Her grandparents, where sixteen and twenty seven (or twenty eight she told me, I can't remember) when they got to gether.

My mother was sixteen when she gave birth to my oldest sister, my mom and dad had six more before I was concieved not including one still born sibling I have.



Lisa B said:


> Age doesn't always signify that it won't work. I know some extremely mature 17 year olds and some extremely childish 27 year olds, so it can work.



....Yeah, I fall into the latter half of that one as MK pointed out


----------



## mentos_007 (Aug 22, 2008)

oh come one...10 years is not a scary difference right now! AMybe the girl has "a great order" (as we call it in PL ) in her head, she may be smart and mature for her age, and Battou maybe a bit childish for his age... so... if... she is 4 years more mature than her friends, and battou is 4 years younger mentally than his friends (ey I am not offensive, don't think I ever was!) so the age difference is only.... 2


----------



## LeroyLion (Aug 22, 2008)

mentos_007 said:


> if... she is 4 years more mature than her friends, and battou is 4 years younger mentally than his friends (ey I am not offensive, don't think I ever was!) so the age difference is only.... 2


 


...you just blew my mind. 


Its a good way of thinking about it.  At least I think so.


----------



## Corry (Aug 22, 2008)

mentos_007 said:


> oh come one...10 years is not a scary difference right now! AMybe the girl has "a great order" (as we call it in PL ) in her head, she may be smart and mature for her age, and Battou maybe a bit childish for his age... so... if... she is 4 years more mature than her friends, and battou is 4 years younger mentally than his friends (ey I am not offensive, don't think I ever was!) so the age difference is only.... 2



Mentos, I don't think 10 years is a big difference . . . MOST of the time.  

When one of those people is still in high school, still a teenager, and not legally an adult, then I have a problem with it.  

She can't vote, she can't buy a pack of cigarettes, she can't drink, and her brain isn't even fully developed.  (and it won't be for a few more years)

Now if he were 36 and she were 26, you wouldn't hear a word from me about anything.  

For the record, my parents were 11 years apart, with my mother being 17 at the time.


----------



## Mitica100 (Aug 22, 2008)

Let me start with the obvious: Age is just a number.

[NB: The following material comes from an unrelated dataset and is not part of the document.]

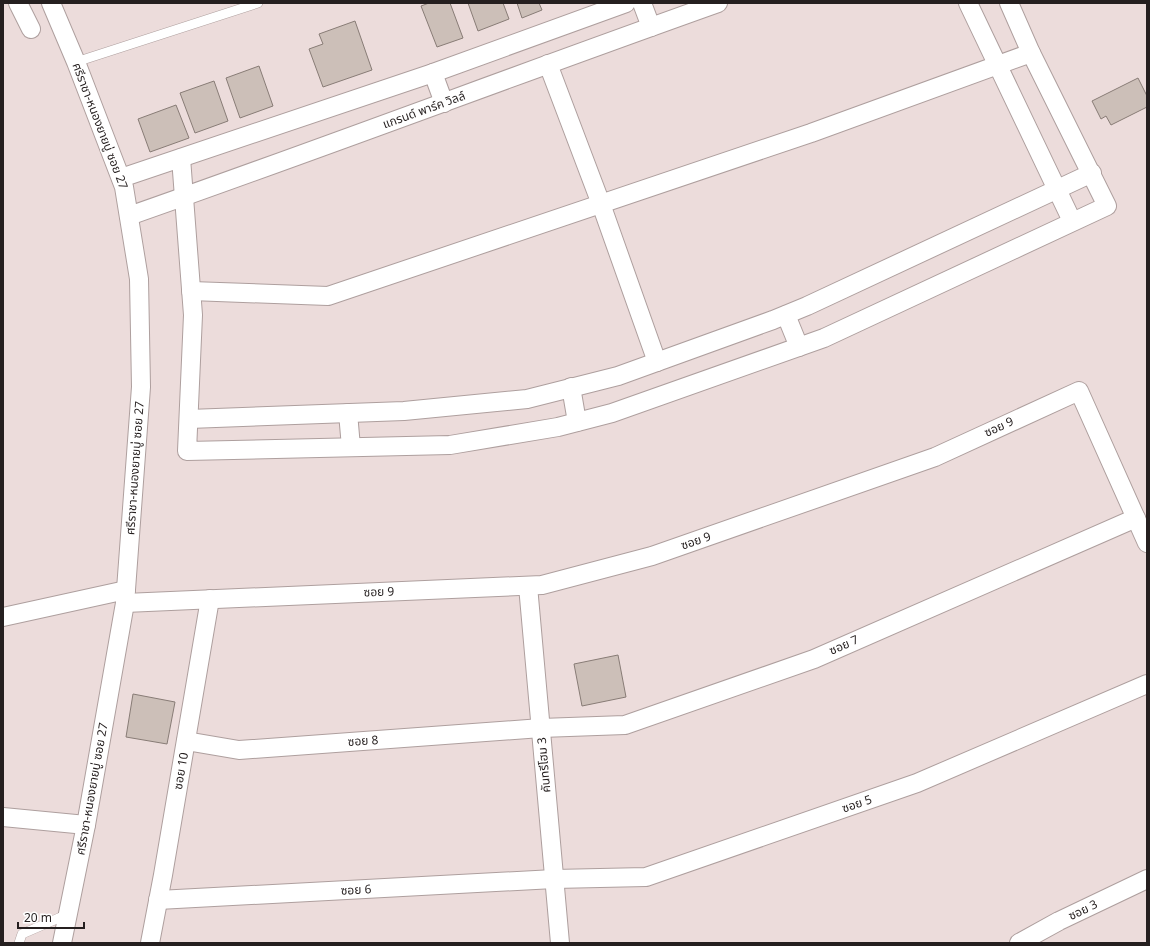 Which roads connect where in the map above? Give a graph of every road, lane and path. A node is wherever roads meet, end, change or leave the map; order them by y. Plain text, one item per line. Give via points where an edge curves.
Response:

I am a married man (for 7 years now) and the difference in age is 17 years. She is my junior, that is.  We're doing great, thank you very much and her parents (mom) protested a little bit at the beginning. It's normal, she was protective of her. But... At that point, my wife-to-be told her mom that she is old enough to discern what works and what does not.

If there is a relationship that works, it will work despite the age difference. I have seen many a relationship with people of close or same age that didn't work and many that did. The same with the ones which are apart in years.

Don't worry about what 'mom' says or the ways it will affect your relationship with her (the mom). If your GF is happy, that's all that matters.


----------



## Hawaii Five-O (Aug 23, 2008)

well age is more than just a number, it represents a person developmental stages too, there.

Girls who look for older men are probably just looking for a father figure to take care of them, considering her father had problems and left.


----------



## Battou (Aug 23, 2008)

Onward and upward, I bought her her first camera yesterday morning, it should arrive Wendsday or Thursday. I've still yet to pick up some additional lenses for her to use but I plan on having them right directly so. She wants to learn, I'll teach her what I can and yall may get to meet her.


----------



## Alex_B (Aug 23, 2008)

mentos_007 said:


> oh come one...10 years is not a scary difference right now! AMybe the girl has "a great order" (as we call it in PL ) in her head, she may be smart and mature for her age, and Battou maybe a bit childish for his age... so... if... she is 4 years more mature than her friends, and battou is 4 years younger mentally than his friends (ey I am not offensive, don't think I ever was!) so the age difference is only.... 2



+1 :thumbup:


----------



## mentos_007 (Aug 23, 2008)

yeah Iknow Alex that you start to love me already


----------



## Alex_B (Aug 23, 2008)

mentos_007 said:


> yeah I know Alex that you start to love me already



:taped sh:

Should we really tell them already?? :heart:


----------



## Mitica100 (Aug 23, 2008)

C677T said:


> well age is more than just a number, it represents a person developmental stages too, there.
> 
> Girls who look for older men are probably just looking for a father figure to take care of them, considering her father had problems and left.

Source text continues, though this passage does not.